Interesting. I suspect it requires using their hypervisor, which is, well, not as robust as Fusion. Wonder if Fusion could use the same API's though.
This stuff Is seriously cool.
If you have an Apple Developer account (even the free one) I suggest taking a look at the WWDC session on virtualization they posted today. They not only now support Linux with things such as virtio devices, and EFI support for VMs but they have extended Rosetta 2 to allow Intel x86 apps to run in ARM Linux VMs. Also seems like they’ve built a folder sharing mechanism that works as a virtio device.
I would hope that VMware would be working on incorporating these sooner rather than later. don’t give Parallels another 2 year head start or else Fusion will descend into irrelevance. VMware, please show us that you’re into supporting macOS rather than Fusion looking like a red headed step child of ESXi and Workstation.
(No flames here about red heads - I’m a ginger).
I'm scratching my head wondering why I spent £166 renewing my Fusion Pro licence - I naively it seems expected VMWare to fully support M1s in Fusion but they have produced nothing apart from the tech preview sitting on my Mac mini - which is pretty awful compared to Parallels.
I used an Intel Mac to run VMs for work but have been unable to since switching to M1 - the stack I work with does have a Linux x86/64 variant though so this could potentially be what I've been waiting for... but will VMWare get off their butts and do anything?
Very disappointed by the lack of interest - there have not even been any new blog posts for 9 months 😞
I’ve been willing to give VMware the benefit of the doubt here but not much longer. I too am disappointed in VMware’s inaction. Their legendary silence on upcoming releases is deafening. They still have no viable product on any Mac that Apple announced starting in late 2020. Almost 2 years without a product.
it is also now mid-June and WWDC has come and gone. Not a peep about a Tech Preview update like they hinted here. It is desperately needed as the current Tech Preview has not been able to run ARM Linux kernels since March (3 months ago). I suspect many are losing patience.
VMware owes their Mac customers a lot more than what they’ve done to date. They’re almost encouraging their Mac customers to move to Parallels.
I would not hold my breath for VMware to include Intel chip emulation in their hypervisors. Nor would I expect it out of Parallels. Emulation is not a core competency of either. CPU chipset emulation is too slow to be useful. @ColoradoMarmot has said it before here. Use an Intel system if you need to run X86_64 architecture operating systems.

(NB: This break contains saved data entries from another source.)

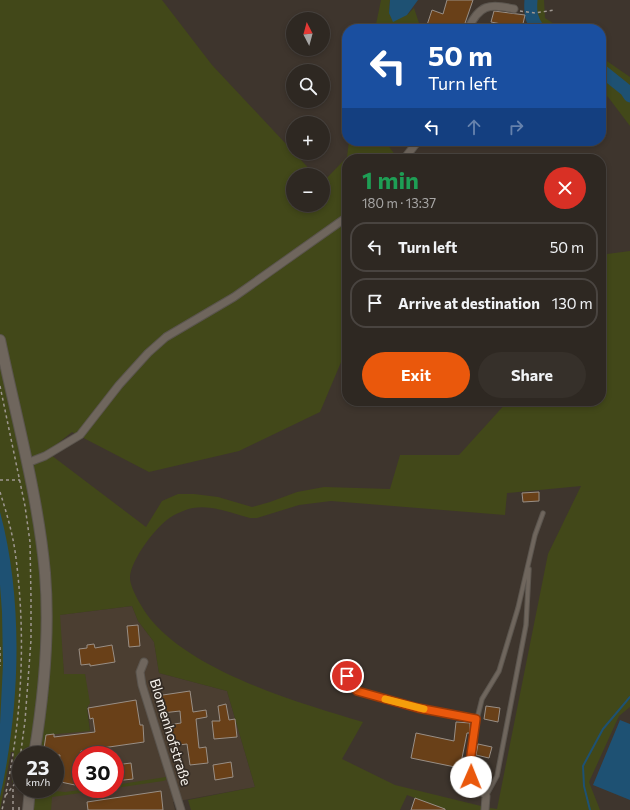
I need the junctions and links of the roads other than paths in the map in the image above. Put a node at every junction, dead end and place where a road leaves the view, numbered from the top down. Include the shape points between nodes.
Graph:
1 (514, 9) dead end
2 (470, 24) edge
3 (414, 146) edge
4 (408, 154) edge
5 (342, 221) edge
6 (0, 340) edge
7 (27, 463) junction
8 (543, 513) dead end
9 (529, 561) junction
10 (144, 662) dead end
11 (347, 676) dead end
12 (476, 719) junction
13 (36, 746) edge
14 (470, 762) joint
15 (486, 796) junction
16 (29, 798) edge
17 (28, 810) edge
18 (181, 810) edge
19 (485, 810) edge

1 - 2 street via 494,6 482,9 476,13
3 - 4 street
5 - 7 street via 234,297 166,337 119,385 80,434 45,456
6 - 7 main road
7 - 13 main road via 42,544 46,624 41,713
8 - 9 lane
9 - 12 lane via 499,671 482,699
9 - 15 lane via 526,625 497,776
10 - 18 street, Blomenhofstraße via 140,672 142,685
11 - 12 lane via 348,682 357,691 418,708
12 - 14 lane
14 - 15 street via 471,777
15 - 19 street
16 - 17 main road

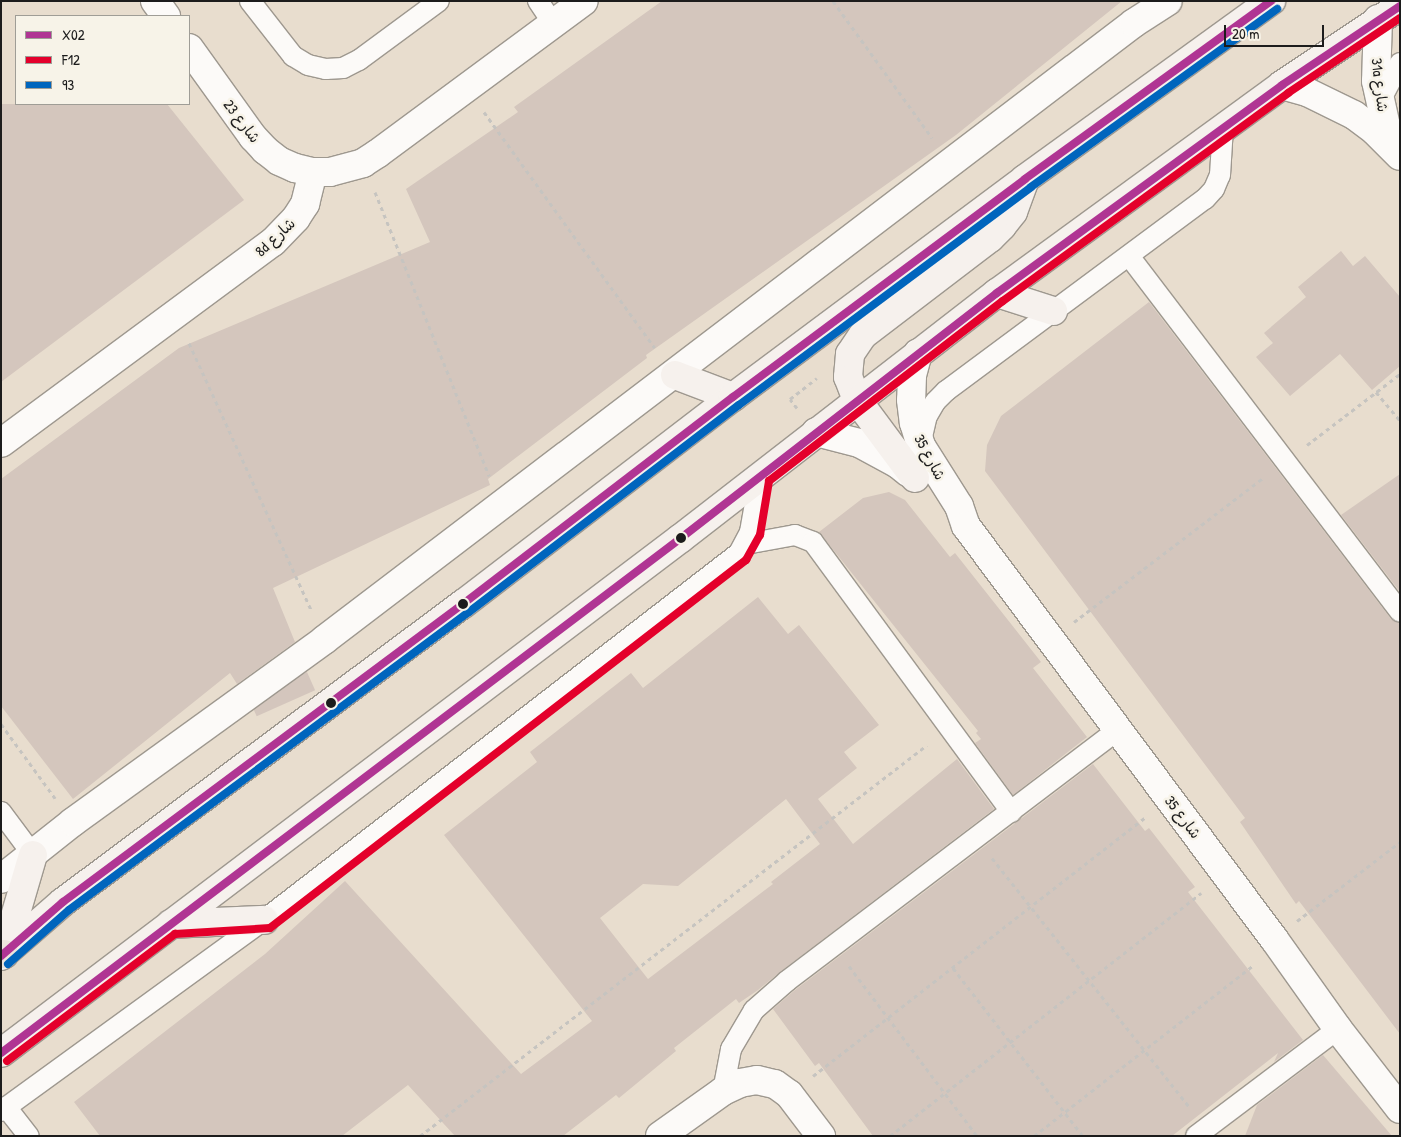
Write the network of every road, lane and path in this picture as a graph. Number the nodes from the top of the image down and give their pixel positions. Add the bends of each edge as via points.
1 (155, 1) edge
2 (250, 1) edge
3 (439, 1) edge
4 (584, 1) edge
5 (833, 1) edge
6 (1168, 1) edge
7 (1271, 1) edge
8 (546, 12) edge
9 (1389, 13) edge
10 (165, 15) edge
11 (190, 49) edge
12 (1400, 63) edge
13 (1282, 85) junction
14 (466, 87) junction
15 (1380, 101) junction
16 (1223, 127) junction
17 (1397, 153) edge
18 (363, 163) junction
19 (950, 163) junction
20 (312, 172) junction
21 (1025, 179) junction
22 (1129, 256) junction
23 (997, 293) junction
24 (1053, 312) junction
25 (176, 315) junction
26 (918, 353) junction
27 (1400, 374) edge
28 (675, 375) junction
29 (1376, 392) junction
30 (733, 397) junction
31 (857, 400) junction
32 (1400, 421) edge
33 (816, 432) junction
34 (1, 443) edge
35 (921, 446) junction
36 (1286, 461) junction
37 (760, 475) junction
38 (915, 478) junction
39 (501, 505) junction
40 (966, 526) junction
41 (746, 544) junction
42 (1400, 612) edge
43 (324, 640) junction
44 (1051, 640) junction
45 (1, 724) edge
46 (950, 728) junction
47 (1118, 730) junction
48 (1169, 799) junction
49 (1, 812) edge
50 (1011, 812) junction
51 (73, 822) junction
52 (976, 838) junction
53 (1400, 842) edge
54 (33, 855) junction
55 (1226, 874) junction
56 (1, 879) edge
57 (1031, 907) junction
58 (264, 920) junction
59 (171, 924) junction
60 (1276, 943) junction
61 (834, 946) junction
62 (2, 954) edge
63 (953, 968) junction
64 (1089, 980) junction
65 (888, 1018) junction
66 (1338, 1029) junction
67 (1010, 1041) junction
68 (1145, 1050) junction
69 (1, 1053) edge
70 (723, 1091) junction
71 (944, 1093) junction
72 (789, 1094) junction
73 (4, 1109) edge
74 (1400, 1109) edge
75 (1065, 1112) junction
76 (1201, 1132) edge
77 (29, 1136) edge
78 (420, 1136) edge
79 (660, 1136) edge
80 (821, 1136) edge
81 (890, 1136) edge
82 (976, 1136) edge
83 (1034, 1136) edge
84 (1083, 1136) edge

1 - 10 street
2 - 3 lane via 293,56 308,65 326,69 343,68 359,60
4 - 8 street
5 - 19 path
6 - 19 street via 1134,23
7 - 21 main road
8 - 14 street
9 - 13 main road
9 - 15 street, 31a شارع via 1375,60
11 - 20 street, شارع 23 via 265,150 279,161
12 - 15 lane
13 - 16 main road
13 - 17 street, 31a شارع via 1307,92 1354,115
14 - 18 street
14 - 28 path
15 - 17 street, 31a شارع
16 - 22 lane via 1222,162 1214,189 1205,200
16 - 23 main road
18 - 20 street via 347,169
18 - 39 path
19 - 28 street
20 - 25 street, 8d شارع via 304,204 286,230
21 - 30 main road
21 - 31 main road via 1013,212 990,238 855,344 847,371 850,388
22 - 24 lane
22 - 36 lane
23 - 24 main road
23 - 26 main road
24 - 35 lane via 935,402 922,430
25 - 34 street, 8d شارع
25 - 43 path
26 - 31 main road
26 - 35 street, شارع 35 via 912,376 911,400
27 - 29 path
28 - 30 main road
28 - 39 street
29 - 32 path
29 - 36 path
30 - 62 main road via 455,610 63,902
31 - 33 main road
31 - 38 main road
33 - 37 main road
33 - 38 street, شارع 35 via 860,442
35 - 40 street, شارع 35 via 959,506
36 - 42 lane
36 - 44 path
37 - 41 lane
37 - 59 main road
38 - 40 street, شارع 35 via 952,517
39 - 43 street
40 - 44 street, شارع 35
41 - 46 lane via 795,535 813,542
41 - 58 lane via 731,560
43 - 51 street
44 - 47 street, شارع 35
45 - 51 path
46 - 50 lane
46 - 78 path
47 - 48 street, شارع 35
47 - 50 lane
48 - 55 street, شارع 35
48 - 57 path
49 - 54 lane
50 - 52 lane
51 - 54 street
52 - 57 path
52 - 61 lane
53 - 60 path
54 - 56 street
54 - 62 main road
55 - 60 street, شارع 35
55 - 64 path
57 - 63 path
57 - 64 path
58 - 59 main road
58 - 73 lane
59 - 69 main road
60 - 66 street, شارع 35
60 - 68 path
61 - 65 path
61 - 70 lane via 754,1010 731,1049
63 - 65 path
63 - 67 path
64 - 67 path
64 - 68 path
65 - 71 path
65 - 72 path
66 - 74 street, شارع 35
66 - 76 lane
67 - 71 path
67 - 75 path
68 - 75 path
68 - 76 path
70 - 72 street via 740,1083 758,1080 775,1084
70 - 79 street
71 - 81 path
71 - 82 path
72 - 80 street
73 - 77 lane
75 - 83 path
75 - 84 path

Unfortunately if you still need to run Intel operating systems on todays Macs, Apple is the one that sunk that boat. Parallels and VMware in the same boat.
Their conference is the end of August, so hopefully that's production release date. I'm surprised we haven't gotten an update for the linux kernel issue. Perhaps there's something else coming and they're bundling it together, but all too often marketing vs engineering vs product stars don't align the right way. Delaying a critical patch to make a bigger splash may look good in one department, but it does raise issues.
I do wonder though if the acquisition has scrambled things a bit (or if it will do so going forward).
The optimist in me is hoping that the delay may be due to VMware wanting to make sure the TP works on the Ventura beta. 🤞
TheUber-optimist in me hopes they are building in some of the goodies announced at WWDC and are going to build VMware Tools for Windows 11 ARM (hah to you Microsoft).
I can wish, can’t I?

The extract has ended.